>>>

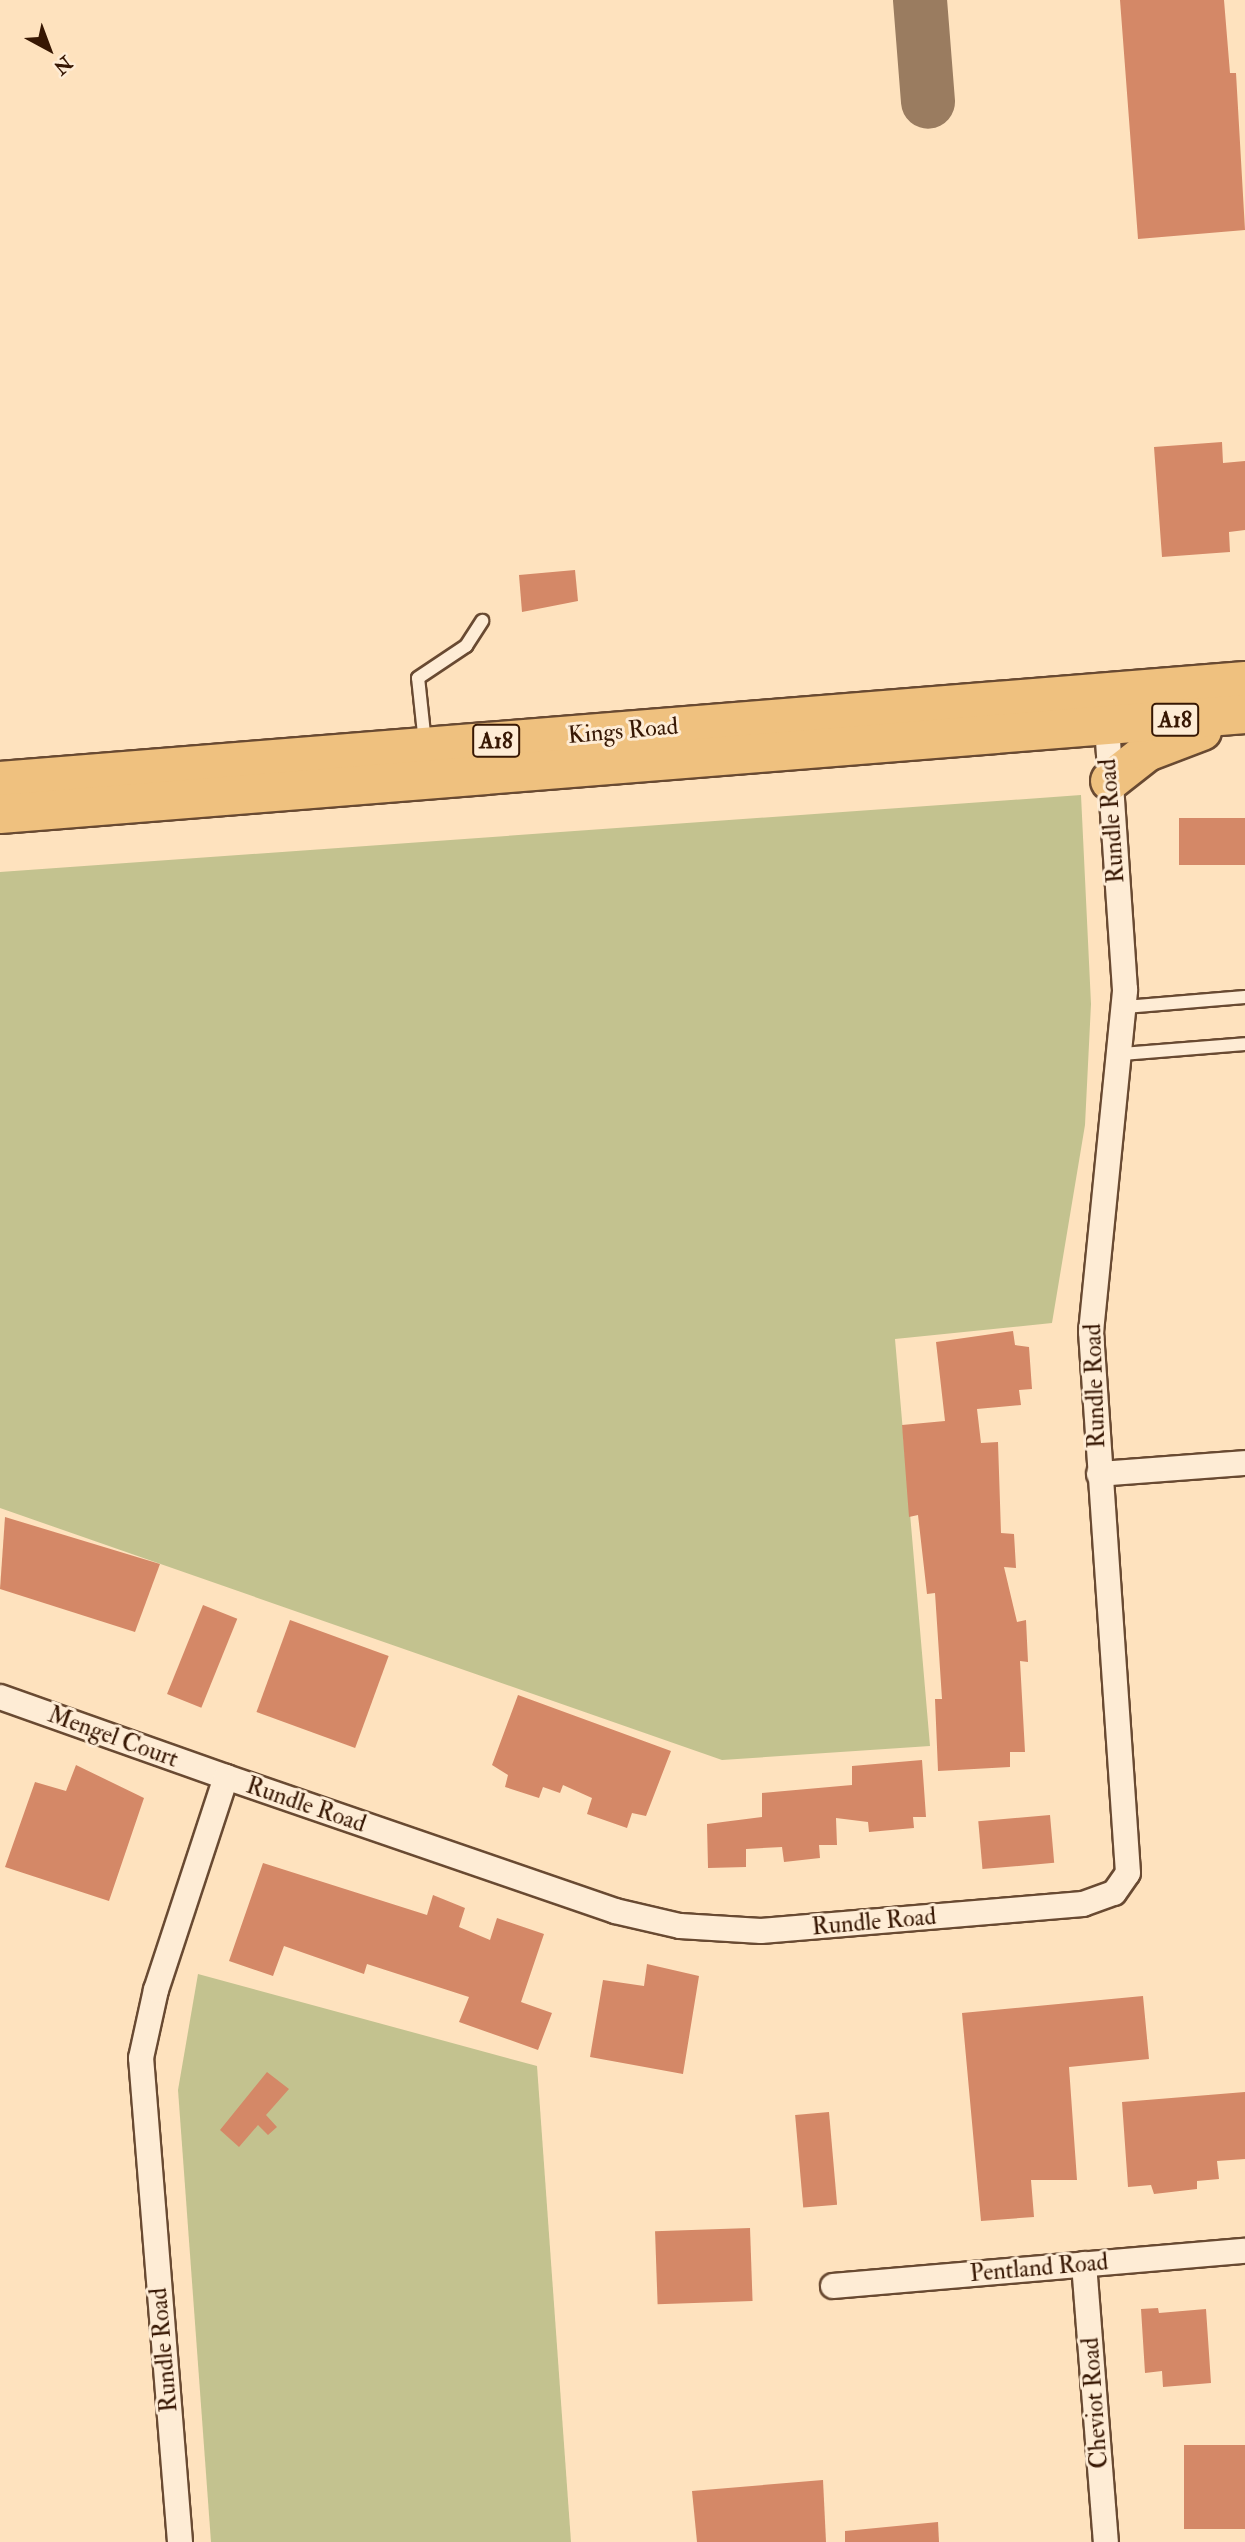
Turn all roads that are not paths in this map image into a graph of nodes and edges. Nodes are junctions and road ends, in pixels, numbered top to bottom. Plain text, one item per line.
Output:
1 (482, 621) dead end
2 (1245, 663) edge
3 (1245, 681) edge
4 (1161, 688) junction
5 (1106, 709) junction
6 (1245, 713) edge
7 (1245, 720) edge
8 (425, 747) junction
9 (0, 781) edge
10 (1110, 781) junction
11 (0, 814) edge
12 (1245, 996) edge
13 (1125, 1007) junction
14 (1245, 1044) edge
15 (1122, 1054) junction
16 (1245, 1463) edge
17 (1099, 1474) junction
18 (0, 1697) edge
19 (226, 1777) junction
20 (1245, 2250) edge
21 (1084, 2264) junction
22 (833, 2286) dead end
23 (180, 2542) edge
24 (1106, 2542) edge

1 - 8 lane
2 - 4 main road
3 - 4 main road, Kings Road / A18
4 - 5 main road, Kings Road / A18
5 - 6 main road, Kings Road / A18
5 - 8 main road, Kings Road / A18
5 - 10 street, Rundle Road
5 - 11 main road, Kings Road / A18
7 - 10 main road
8 - 9 main road, Kings Road / A18
10 - 13 street, Rundle Road
12 - 13 lane
13 - 15 street, Rundle Road
14 - 15 lane
15 - 17 street, Rundle Road
16 - 17 street
17 - 19 street, Rundle Road
18 - 19 street, Mengel Court
19 - 23 street, Rundle Road
20 - 21 street, Pentland Road
21 - 22 street, Pentland Road
21 - 24 street, Cheviot Road

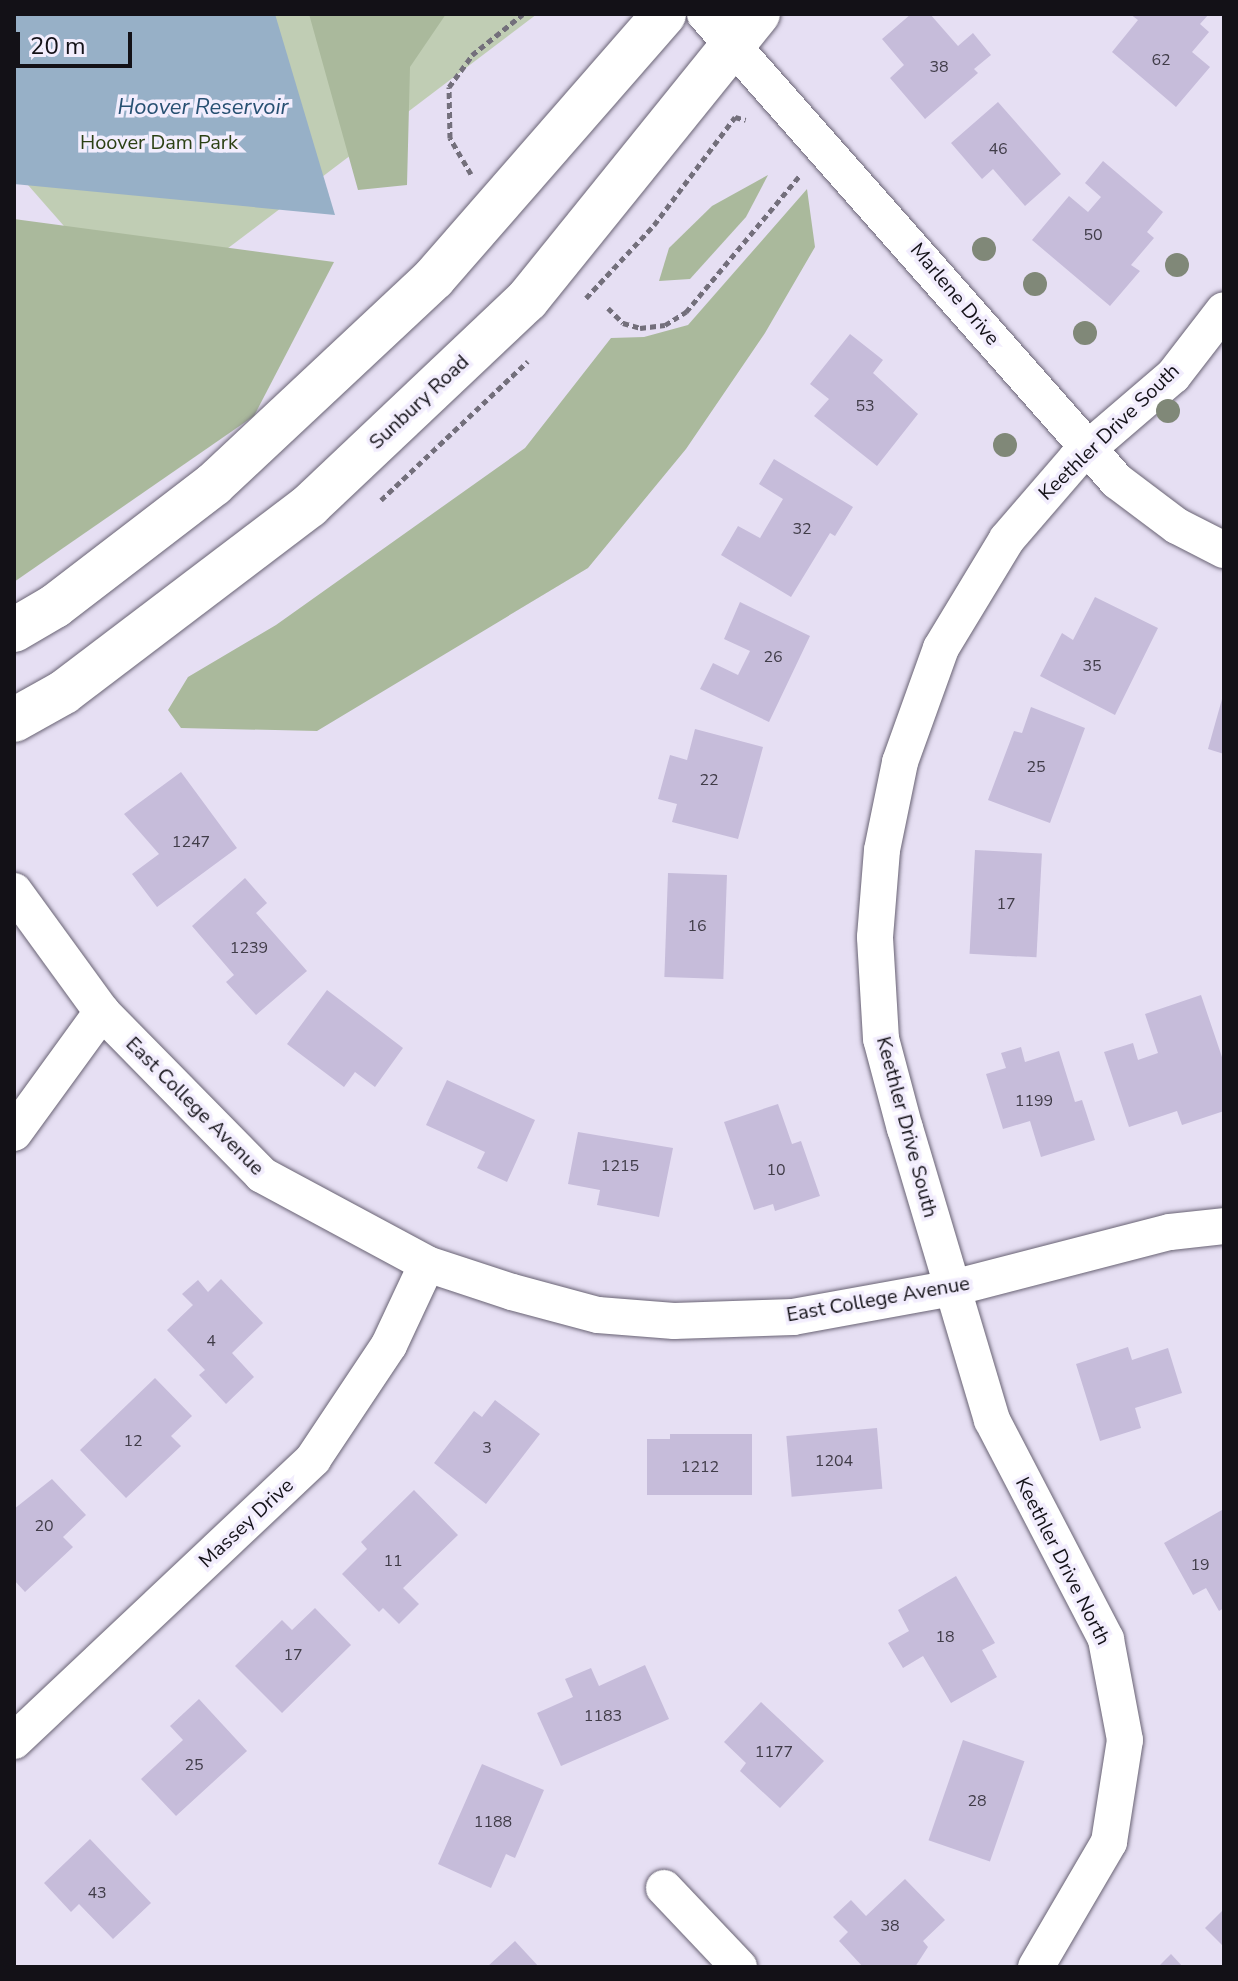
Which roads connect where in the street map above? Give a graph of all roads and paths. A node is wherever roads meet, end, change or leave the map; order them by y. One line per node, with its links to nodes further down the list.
1 (523, 14): 6 (path)
2 (664, 14): 11 (main road)
3 (705, 14): 4 (street, Marlene Drive)
4 (747, 30): 9 (street, Marlene Drive); 12 (main road, Sunbury Road)
5 (806, 168): 7 (path)
6 (478, 185)
7 (608, 308)
8 (1224, 310): 9 (street, Keethler Drive South)
9 (1089, 448): 10 (street, Marlene Drive); 18 (street, Keethler Drive South)
10 (1224, 550)
11 (14, 630)
12 (14, 720)
13 (14, 891): 14 (street, East College Avenue)
14 (102, 1012): 15 (street); 17 (street, East College Avenue)
15 (14, 1133)
16 (1224, 1226): 18 (street, East College Avenue)
17 (427, 1264): 18 (street, East College Avenue); 19 (street, Massey Drive)
18 (953, 1288): 22 (street, Keethler Drive North)
19 (14, 1741)
20 (664, 1888): 21 (street)
21 (739, 1967)
22 (1036, 1967)

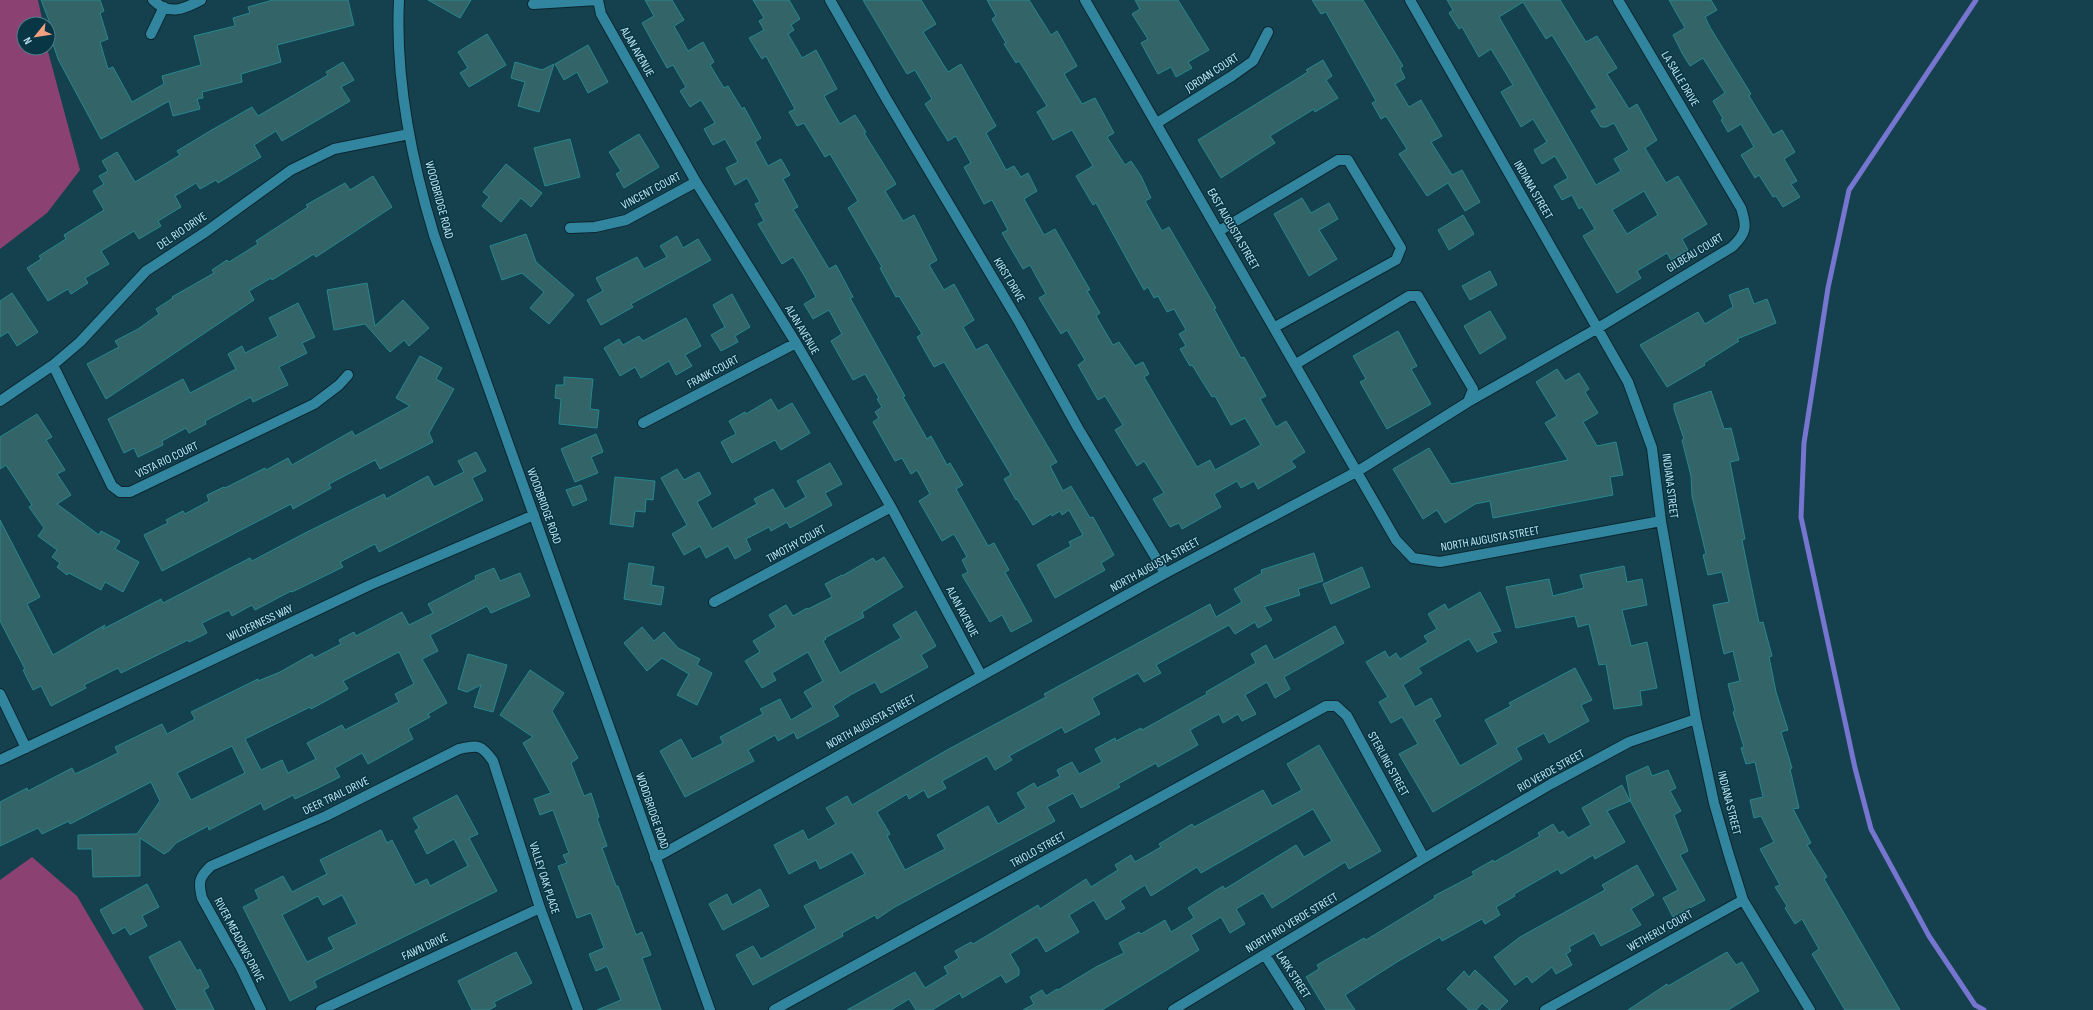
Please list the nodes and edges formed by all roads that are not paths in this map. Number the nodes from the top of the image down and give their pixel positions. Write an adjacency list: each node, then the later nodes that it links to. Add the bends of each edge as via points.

<<<

• [Task goal] All of the material should be written out again exactly, apart from the pictures.

• [Solved problem]
Turn all roads that are not paths in this map image into a graph of nodes and edges. Nodes are junctions and road ends, in pixels, numbered top to bottom. Plain text, one item per line.
Output:
1 (482, 621) dead end
2 (1245, 663) edge
3 (1245, 681) edge
4 (1161, 688) junction
5 (1106, 709) junction
6 (1245, 713) edge
7 (1245, 720) edge
8 (425, 747) junction
9 (0, 781) edge
10 (1110, 781) junction
11 (0, 814) edge
12 (1245, 996) edge
13 (1125, 1007) junction
14 (1245, 1044) edge
15 (1122, 1054) junction
16 (1245, 1463) edge
17 (1099, 1474) junction
18 (0, 1697) edge
19 (226, 1777) junction
20 (1245, 2250) edge
21 (1084, 2264) junction
22 (833, 2286) dead end
23 (180, 2542) edge
24 (1106, 2542) edge

1 - 8 lane
2 - 4 main road
3 - 4 main road, Kings Road / A18
4 - 5 main road, Kings Road / A18
5 - 6 main road, Kings Road / A18
5 - 8 main road, Kings Road / A18
5 - 10 street, Rundle Road
5 - 11 main road, Kings Road / A18
7 - 10 main road
8 - 9 main road, Kings Road / A18
10 - 13 street, Rundle Road
12 - 13 lane
13 - 15 street, Rundle Road
14 - 15 lane
15 - 17 street, Rundle Road
16 - 17 street
17 - 19 street, Rundle Road
18 - 19 street, Mengel Court
19 - 23 street, Rundle Road
20 - 21 street, Pentland Road
21 - 22 street, Pentland Road
21 - 24 street, Cheviot Road

Which roads connect where in the street map above? Give a graph of all roads and paths. A node is wherever roads meet, end, change or leave the map; order them by y. One line per node, with its links to nodes further down the list.
1 (523, 14): 6 (path)
2 (664, 14): 11 (main road)
3 (705, 14): 4 (street, Marlene Drive)
4 (747, 30): 9 (street, Marlene Drive); 12 (main road, Sunbury Road)
5 (806, 168): 7 (path)
6 (478, 185)
7 (608, 308)
8 (1224, 310): 9 (street, Keethler Drive South)
9 (1089, 448): 10 (street, Marlene Drive); 18 (street, Keethler Drive South)
10 (1224, 550)
11 (14, 630)
12 (14, 720)
13 (14, 891): 14 (street, East College Avenue)
14 (102, 1012): 15 (street); 17 (street, East College Avenue)
15 (14, 1133)
16 (1224, 1226): 18 (street, East College Avenue)
17 (427, 1264): 18 (street, East College Avenue); 19 (street, Massey Drive)
18 (953, 1288): 22 (street, Keethler Drive North)
19 (14, 1741)
20 (664, 1888): 21 (street)
21 (739, 1967)
22 (1036, 1967)

Please list the nodes and edges formed by all roads that are not paths in this map. Number the nodes from the top of the image down and give their pixel positions. Write an adjacency list: each node, then the later nodes that it links to. Add the bends of each edge as via points.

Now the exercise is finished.